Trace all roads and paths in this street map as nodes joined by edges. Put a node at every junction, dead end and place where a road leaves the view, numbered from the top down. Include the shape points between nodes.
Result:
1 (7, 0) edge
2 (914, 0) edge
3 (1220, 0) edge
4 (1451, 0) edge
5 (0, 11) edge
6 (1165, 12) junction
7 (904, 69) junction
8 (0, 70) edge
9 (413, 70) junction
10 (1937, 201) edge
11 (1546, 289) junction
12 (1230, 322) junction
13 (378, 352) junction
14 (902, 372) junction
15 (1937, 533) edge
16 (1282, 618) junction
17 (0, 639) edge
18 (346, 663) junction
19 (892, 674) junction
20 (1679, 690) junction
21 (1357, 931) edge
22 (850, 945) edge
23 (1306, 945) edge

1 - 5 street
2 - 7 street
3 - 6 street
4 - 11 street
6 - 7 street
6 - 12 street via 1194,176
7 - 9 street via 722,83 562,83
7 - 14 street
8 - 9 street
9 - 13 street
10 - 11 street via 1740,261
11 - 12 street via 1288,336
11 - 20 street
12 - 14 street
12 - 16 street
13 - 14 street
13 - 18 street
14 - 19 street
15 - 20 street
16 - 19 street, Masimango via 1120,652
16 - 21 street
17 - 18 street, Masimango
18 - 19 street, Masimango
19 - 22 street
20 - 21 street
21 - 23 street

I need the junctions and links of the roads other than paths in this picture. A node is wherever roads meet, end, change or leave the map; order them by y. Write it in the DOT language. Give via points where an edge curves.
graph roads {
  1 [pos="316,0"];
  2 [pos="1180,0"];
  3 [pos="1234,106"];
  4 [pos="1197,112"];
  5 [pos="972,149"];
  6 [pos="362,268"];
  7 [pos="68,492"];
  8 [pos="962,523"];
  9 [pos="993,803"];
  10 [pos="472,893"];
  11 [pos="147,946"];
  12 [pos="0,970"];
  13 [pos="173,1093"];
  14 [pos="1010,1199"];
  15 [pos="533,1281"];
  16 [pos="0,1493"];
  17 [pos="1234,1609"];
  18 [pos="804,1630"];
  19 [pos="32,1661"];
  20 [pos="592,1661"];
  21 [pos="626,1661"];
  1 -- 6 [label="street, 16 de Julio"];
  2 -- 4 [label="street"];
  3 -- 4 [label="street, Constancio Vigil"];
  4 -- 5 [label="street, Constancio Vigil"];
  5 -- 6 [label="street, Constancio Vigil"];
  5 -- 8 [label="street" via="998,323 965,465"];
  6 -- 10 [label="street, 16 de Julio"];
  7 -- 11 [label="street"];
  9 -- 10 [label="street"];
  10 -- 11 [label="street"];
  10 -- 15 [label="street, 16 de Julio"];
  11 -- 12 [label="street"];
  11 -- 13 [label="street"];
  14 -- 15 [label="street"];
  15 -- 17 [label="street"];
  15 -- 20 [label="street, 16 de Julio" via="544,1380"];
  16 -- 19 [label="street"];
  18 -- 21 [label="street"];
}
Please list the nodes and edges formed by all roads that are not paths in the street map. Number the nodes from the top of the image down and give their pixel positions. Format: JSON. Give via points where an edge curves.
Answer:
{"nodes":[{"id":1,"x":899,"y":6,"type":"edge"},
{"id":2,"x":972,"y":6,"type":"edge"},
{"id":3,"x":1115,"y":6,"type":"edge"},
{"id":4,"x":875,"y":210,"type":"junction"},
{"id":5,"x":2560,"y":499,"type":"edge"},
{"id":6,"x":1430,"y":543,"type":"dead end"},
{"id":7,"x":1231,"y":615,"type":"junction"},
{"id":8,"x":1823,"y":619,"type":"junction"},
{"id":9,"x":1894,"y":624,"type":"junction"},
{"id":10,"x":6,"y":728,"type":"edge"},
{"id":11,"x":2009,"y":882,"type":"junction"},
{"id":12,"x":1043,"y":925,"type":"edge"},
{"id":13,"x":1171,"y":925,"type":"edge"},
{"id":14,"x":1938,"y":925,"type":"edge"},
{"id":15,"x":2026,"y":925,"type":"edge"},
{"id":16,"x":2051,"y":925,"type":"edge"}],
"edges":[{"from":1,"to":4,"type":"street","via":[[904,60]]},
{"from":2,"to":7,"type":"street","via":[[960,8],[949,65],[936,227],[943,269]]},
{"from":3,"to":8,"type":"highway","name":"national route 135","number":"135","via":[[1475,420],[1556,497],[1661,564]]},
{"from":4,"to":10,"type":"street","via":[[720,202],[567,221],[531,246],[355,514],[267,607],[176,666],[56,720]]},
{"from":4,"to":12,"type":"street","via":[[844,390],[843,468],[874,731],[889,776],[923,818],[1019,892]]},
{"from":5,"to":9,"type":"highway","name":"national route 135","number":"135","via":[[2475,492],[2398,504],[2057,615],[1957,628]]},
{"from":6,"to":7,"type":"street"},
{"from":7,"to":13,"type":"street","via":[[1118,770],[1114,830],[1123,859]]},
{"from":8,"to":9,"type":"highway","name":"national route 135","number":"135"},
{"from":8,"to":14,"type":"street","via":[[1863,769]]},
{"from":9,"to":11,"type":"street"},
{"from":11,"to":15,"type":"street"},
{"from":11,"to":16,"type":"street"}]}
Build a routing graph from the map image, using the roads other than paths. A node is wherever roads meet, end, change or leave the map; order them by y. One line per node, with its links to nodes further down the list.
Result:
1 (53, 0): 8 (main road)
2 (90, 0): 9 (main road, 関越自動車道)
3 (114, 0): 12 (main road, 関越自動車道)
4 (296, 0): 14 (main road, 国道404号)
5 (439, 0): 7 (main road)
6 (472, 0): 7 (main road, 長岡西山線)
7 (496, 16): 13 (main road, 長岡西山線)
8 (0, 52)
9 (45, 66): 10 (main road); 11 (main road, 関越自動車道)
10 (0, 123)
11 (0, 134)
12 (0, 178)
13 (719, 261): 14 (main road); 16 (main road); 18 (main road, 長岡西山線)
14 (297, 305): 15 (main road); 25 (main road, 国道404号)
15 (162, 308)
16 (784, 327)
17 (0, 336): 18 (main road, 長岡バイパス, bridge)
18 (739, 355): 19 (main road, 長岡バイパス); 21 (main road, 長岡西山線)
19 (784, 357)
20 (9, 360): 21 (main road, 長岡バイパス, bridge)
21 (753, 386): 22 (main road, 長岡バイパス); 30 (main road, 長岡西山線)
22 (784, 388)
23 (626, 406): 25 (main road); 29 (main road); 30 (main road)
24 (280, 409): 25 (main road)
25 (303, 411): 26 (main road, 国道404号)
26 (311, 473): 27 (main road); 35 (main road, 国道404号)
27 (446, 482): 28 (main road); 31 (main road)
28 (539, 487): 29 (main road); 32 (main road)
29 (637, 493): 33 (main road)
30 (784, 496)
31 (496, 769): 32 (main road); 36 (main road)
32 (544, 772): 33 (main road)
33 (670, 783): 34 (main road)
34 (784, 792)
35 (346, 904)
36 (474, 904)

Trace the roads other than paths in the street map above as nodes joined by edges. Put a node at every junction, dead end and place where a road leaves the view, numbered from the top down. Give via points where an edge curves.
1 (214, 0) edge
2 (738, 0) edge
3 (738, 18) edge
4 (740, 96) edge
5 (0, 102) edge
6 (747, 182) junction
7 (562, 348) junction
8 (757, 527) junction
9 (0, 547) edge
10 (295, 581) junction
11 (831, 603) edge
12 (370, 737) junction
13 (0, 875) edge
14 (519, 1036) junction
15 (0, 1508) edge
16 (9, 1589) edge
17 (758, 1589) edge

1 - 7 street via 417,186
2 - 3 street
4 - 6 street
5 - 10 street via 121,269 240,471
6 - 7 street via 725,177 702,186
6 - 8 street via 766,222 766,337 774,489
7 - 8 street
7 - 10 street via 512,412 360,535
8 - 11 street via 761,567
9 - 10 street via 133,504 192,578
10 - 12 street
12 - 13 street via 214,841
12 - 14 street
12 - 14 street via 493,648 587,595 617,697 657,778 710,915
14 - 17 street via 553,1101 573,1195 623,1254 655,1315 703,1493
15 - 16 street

********************

Problem statement:
The answer must consist of every line from the entries that holds the string "Masimango".

Output of the exercise:
16 - 19 street, Masimango via 1120,652
17 - 18 street, Masimango
18 - 19 street, Masimango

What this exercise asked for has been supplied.